Saved data entries:
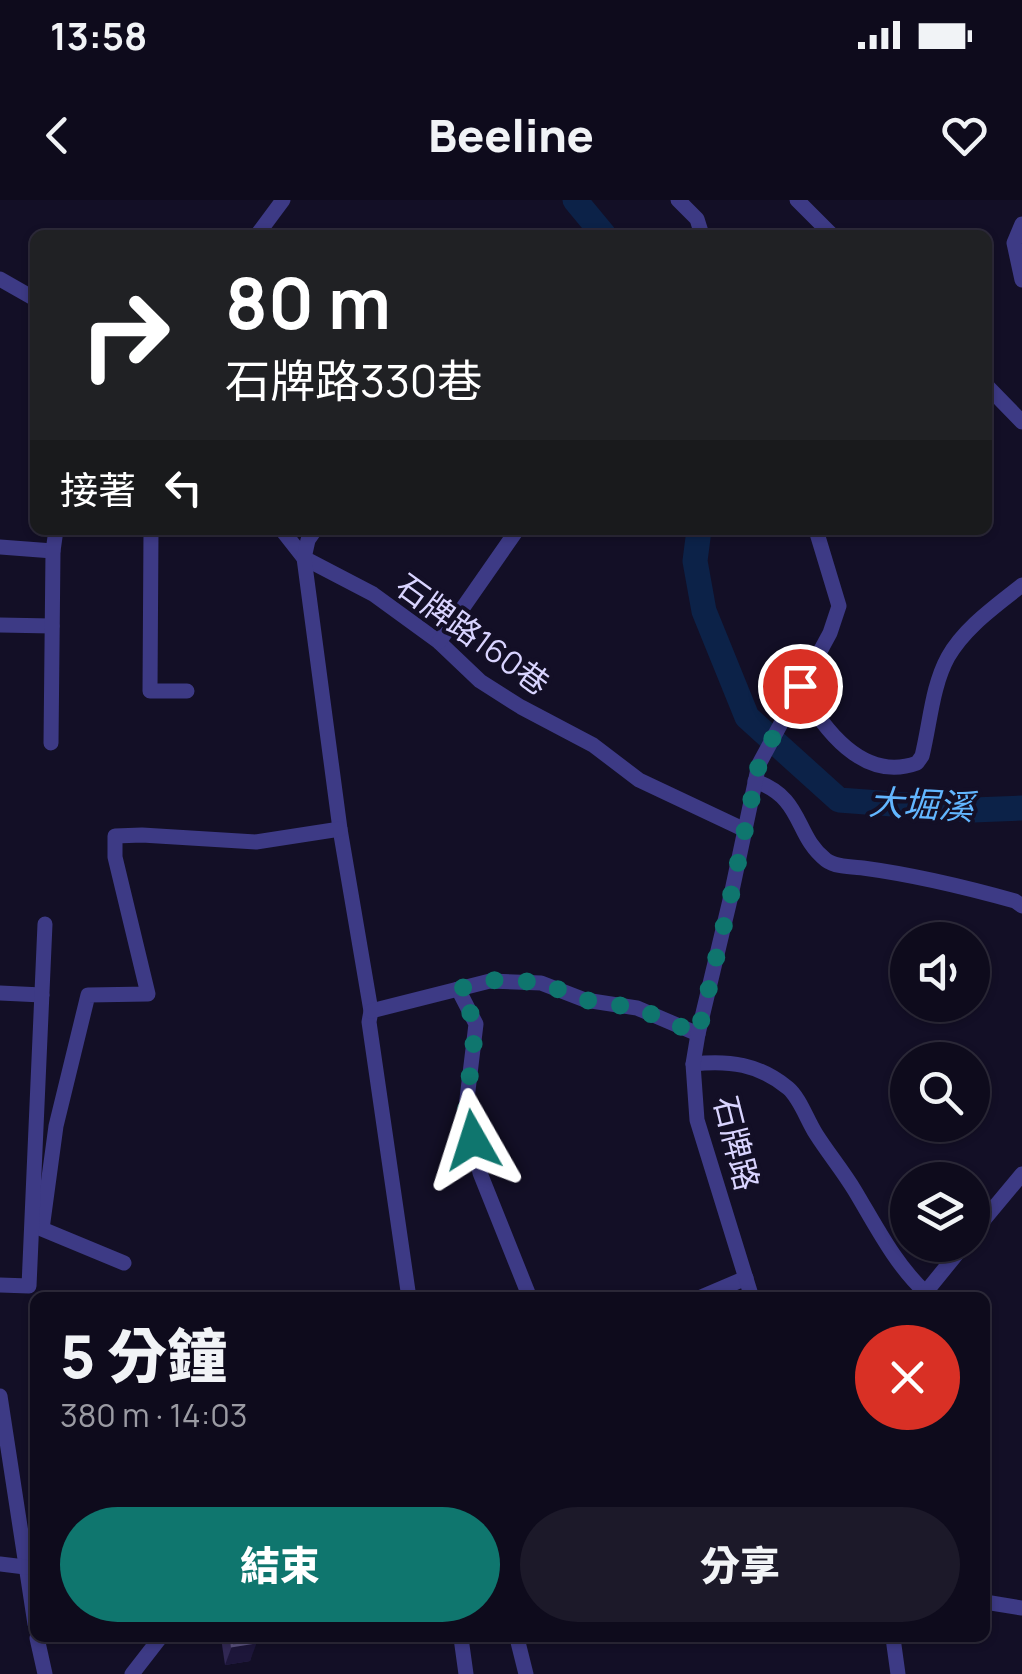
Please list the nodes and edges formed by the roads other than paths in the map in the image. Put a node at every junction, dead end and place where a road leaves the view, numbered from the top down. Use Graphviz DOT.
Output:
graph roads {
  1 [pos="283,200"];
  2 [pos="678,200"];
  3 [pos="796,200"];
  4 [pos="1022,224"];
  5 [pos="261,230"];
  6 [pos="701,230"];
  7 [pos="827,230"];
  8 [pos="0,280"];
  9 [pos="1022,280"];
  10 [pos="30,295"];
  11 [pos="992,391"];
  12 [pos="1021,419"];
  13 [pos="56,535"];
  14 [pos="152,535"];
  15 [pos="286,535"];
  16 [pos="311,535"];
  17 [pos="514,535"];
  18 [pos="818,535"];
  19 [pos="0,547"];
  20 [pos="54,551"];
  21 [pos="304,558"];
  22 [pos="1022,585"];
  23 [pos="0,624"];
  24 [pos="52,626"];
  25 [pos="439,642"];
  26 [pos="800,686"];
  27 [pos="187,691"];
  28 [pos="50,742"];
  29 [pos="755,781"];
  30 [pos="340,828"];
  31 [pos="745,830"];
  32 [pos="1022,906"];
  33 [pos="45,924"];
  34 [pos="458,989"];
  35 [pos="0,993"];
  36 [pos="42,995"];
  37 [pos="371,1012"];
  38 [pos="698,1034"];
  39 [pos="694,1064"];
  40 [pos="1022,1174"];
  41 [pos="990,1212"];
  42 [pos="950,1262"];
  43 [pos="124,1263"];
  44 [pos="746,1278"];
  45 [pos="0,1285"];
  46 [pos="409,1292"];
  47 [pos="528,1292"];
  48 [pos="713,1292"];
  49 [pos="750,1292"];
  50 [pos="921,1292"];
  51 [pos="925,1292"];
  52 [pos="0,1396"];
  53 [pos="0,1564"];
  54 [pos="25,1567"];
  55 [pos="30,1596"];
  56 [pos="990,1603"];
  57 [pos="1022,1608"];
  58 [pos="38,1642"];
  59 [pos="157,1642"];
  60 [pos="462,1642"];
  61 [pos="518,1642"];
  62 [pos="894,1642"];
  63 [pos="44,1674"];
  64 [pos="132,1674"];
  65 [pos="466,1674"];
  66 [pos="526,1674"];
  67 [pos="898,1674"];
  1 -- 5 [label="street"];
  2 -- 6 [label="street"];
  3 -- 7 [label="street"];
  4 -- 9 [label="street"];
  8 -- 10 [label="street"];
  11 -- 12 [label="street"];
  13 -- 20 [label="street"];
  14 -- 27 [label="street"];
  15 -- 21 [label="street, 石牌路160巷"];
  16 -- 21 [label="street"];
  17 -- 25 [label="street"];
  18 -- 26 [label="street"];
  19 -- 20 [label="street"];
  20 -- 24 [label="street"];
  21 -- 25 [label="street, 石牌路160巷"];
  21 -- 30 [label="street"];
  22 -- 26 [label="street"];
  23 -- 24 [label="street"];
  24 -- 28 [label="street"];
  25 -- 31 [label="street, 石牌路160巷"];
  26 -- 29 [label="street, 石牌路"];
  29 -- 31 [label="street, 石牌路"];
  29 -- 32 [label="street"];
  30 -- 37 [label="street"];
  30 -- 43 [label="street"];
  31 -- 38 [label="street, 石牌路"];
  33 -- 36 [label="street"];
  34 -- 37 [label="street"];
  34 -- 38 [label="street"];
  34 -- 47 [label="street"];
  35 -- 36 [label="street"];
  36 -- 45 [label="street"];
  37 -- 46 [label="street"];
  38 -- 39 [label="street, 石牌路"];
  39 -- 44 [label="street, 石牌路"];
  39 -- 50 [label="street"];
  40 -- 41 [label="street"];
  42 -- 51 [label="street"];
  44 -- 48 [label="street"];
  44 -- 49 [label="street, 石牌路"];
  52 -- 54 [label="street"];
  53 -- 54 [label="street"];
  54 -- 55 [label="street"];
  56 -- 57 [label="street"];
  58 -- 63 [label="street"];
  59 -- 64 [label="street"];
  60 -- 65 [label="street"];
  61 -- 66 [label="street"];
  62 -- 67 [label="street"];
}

What you will do: Wherever the string "roads" appears in the entries above, list that line.

Task answer:
Please list the nodes and edges formed by the roads other than paths in the map in the image. Put a node at every junction, dead end and place where a road leaves the view, numbered from the top down. Use Graphviz DOT.
graph roads {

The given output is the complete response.